▸ Problem requirements:
Go through the data below line by line and report how many lines contain "Никитина", giving only that figure.

▸ Records:
☆ ☆ ☆ ☆

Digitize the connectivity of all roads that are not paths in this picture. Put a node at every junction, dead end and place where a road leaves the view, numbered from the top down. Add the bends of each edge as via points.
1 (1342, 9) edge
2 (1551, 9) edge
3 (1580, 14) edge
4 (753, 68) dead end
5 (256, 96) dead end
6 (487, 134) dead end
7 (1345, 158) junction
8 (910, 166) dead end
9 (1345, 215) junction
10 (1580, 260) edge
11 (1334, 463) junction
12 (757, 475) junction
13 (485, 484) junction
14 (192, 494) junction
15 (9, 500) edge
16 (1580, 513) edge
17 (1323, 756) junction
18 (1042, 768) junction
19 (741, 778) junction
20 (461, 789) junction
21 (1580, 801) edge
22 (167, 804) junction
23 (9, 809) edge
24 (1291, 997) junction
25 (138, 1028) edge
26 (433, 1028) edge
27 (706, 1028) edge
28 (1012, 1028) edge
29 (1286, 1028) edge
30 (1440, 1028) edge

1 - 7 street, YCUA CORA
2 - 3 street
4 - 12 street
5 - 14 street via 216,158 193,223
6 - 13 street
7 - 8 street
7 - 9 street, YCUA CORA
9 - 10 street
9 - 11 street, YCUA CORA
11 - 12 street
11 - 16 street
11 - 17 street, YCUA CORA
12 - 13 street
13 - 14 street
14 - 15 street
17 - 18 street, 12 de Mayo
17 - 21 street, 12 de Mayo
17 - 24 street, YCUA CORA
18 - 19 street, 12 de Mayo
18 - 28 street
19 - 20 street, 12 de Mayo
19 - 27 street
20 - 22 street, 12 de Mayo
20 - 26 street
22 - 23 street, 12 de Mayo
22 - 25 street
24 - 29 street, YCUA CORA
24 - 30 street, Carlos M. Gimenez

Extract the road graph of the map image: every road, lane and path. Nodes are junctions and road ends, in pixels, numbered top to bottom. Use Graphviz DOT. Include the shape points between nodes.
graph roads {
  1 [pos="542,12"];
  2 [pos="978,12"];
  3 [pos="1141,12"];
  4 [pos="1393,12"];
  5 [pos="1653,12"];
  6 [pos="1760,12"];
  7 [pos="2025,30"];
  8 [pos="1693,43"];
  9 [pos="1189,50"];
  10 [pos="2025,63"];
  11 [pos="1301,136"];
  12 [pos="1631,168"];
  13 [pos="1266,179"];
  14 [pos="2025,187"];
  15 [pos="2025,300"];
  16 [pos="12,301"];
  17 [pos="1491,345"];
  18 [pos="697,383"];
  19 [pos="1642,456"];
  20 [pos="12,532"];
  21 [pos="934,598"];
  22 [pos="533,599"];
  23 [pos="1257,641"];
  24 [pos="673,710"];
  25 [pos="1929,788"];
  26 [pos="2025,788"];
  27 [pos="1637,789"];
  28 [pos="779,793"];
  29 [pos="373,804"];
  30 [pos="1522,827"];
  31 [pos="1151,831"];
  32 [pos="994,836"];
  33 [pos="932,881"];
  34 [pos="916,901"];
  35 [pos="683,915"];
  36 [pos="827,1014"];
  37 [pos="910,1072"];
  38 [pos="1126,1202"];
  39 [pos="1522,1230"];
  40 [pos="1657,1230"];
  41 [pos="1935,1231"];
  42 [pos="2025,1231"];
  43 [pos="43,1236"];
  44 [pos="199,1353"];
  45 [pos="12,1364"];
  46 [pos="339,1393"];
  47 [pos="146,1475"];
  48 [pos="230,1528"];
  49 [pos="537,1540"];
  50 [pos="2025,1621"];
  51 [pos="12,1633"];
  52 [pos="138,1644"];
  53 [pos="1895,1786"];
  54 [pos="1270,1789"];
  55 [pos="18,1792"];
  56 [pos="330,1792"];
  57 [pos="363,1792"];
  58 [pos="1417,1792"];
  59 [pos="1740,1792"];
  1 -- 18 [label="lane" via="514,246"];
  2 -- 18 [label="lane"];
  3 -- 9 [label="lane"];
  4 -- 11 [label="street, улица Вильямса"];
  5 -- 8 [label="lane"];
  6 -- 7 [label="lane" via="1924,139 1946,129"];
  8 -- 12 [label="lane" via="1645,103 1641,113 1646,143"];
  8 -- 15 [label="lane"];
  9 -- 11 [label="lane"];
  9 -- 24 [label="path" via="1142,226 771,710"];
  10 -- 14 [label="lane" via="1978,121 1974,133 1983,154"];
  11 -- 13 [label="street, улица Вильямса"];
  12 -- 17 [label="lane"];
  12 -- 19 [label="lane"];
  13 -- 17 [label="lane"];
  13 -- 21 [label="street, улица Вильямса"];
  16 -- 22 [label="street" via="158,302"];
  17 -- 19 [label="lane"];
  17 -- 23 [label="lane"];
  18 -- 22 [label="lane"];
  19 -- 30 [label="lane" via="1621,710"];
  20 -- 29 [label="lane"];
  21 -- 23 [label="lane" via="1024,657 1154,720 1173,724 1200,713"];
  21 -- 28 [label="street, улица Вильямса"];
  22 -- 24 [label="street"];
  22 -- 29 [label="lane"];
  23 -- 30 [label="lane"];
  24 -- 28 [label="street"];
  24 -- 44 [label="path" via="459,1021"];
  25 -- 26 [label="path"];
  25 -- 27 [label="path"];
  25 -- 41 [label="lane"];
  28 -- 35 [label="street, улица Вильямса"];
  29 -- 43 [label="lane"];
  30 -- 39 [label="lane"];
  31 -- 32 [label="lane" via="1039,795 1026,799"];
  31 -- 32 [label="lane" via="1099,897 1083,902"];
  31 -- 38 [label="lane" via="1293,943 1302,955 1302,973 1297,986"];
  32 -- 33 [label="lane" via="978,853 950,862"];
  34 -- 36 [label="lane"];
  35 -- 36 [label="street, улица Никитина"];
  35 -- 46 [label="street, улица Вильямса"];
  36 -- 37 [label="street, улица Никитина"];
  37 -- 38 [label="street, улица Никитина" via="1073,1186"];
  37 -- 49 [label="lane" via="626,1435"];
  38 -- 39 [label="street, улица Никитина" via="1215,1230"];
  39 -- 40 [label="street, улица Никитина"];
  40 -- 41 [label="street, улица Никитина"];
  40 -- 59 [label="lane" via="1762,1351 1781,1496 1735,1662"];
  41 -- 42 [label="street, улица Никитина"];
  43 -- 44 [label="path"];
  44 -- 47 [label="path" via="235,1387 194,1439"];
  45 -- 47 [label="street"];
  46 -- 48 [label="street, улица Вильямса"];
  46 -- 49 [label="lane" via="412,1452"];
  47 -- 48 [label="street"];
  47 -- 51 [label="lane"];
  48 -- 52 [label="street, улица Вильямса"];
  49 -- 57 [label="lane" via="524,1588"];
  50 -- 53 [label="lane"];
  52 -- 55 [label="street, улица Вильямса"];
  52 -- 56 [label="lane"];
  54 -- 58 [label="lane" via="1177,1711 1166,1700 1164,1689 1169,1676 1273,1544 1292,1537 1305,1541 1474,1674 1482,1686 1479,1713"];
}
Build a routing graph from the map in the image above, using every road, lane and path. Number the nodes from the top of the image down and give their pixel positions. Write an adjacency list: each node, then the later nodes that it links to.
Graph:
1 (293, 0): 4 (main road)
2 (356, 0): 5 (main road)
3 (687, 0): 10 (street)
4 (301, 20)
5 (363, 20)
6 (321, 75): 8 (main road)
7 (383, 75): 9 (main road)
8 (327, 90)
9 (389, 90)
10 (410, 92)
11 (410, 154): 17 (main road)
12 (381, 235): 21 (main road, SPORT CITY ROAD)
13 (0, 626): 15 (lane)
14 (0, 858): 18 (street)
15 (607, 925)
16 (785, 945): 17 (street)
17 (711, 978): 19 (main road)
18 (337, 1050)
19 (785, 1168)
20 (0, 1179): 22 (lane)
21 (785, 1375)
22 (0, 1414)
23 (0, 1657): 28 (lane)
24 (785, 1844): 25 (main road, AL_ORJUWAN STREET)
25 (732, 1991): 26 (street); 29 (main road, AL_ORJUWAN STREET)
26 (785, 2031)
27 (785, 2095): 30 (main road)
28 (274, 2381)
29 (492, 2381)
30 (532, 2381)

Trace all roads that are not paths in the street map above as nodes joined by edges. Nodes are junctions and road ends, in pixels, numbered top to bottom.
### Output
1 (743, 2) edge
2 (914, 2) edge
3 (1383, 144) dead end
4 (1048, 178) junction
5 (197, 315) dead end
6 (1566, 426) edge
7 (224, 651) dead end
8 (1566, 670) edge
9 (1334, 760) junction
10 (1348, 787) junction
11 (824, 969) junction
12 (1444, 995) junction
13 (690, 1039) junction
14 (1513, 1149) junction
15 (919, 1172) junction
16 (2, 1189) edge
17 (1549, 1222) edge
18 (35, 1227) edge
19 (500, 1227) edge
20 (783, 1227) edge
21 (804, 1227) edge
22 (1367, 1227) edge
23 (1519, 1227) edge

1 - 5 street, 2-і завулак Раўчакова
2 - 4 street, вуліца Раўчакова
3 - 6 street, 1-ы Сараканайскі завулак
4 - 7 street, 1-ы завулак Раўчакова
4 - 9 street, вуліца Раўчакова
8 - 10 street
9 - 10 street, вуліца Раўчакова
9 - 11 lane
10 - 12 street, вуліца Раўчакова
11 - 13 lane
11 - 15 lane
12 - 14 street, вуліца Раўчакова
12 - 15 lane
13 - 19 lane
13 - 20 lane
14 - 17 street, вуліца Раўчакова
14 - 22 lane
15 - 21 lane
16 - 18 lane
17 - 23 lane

☆ ☆ ☆ ☆

▸ Exercise answer:
7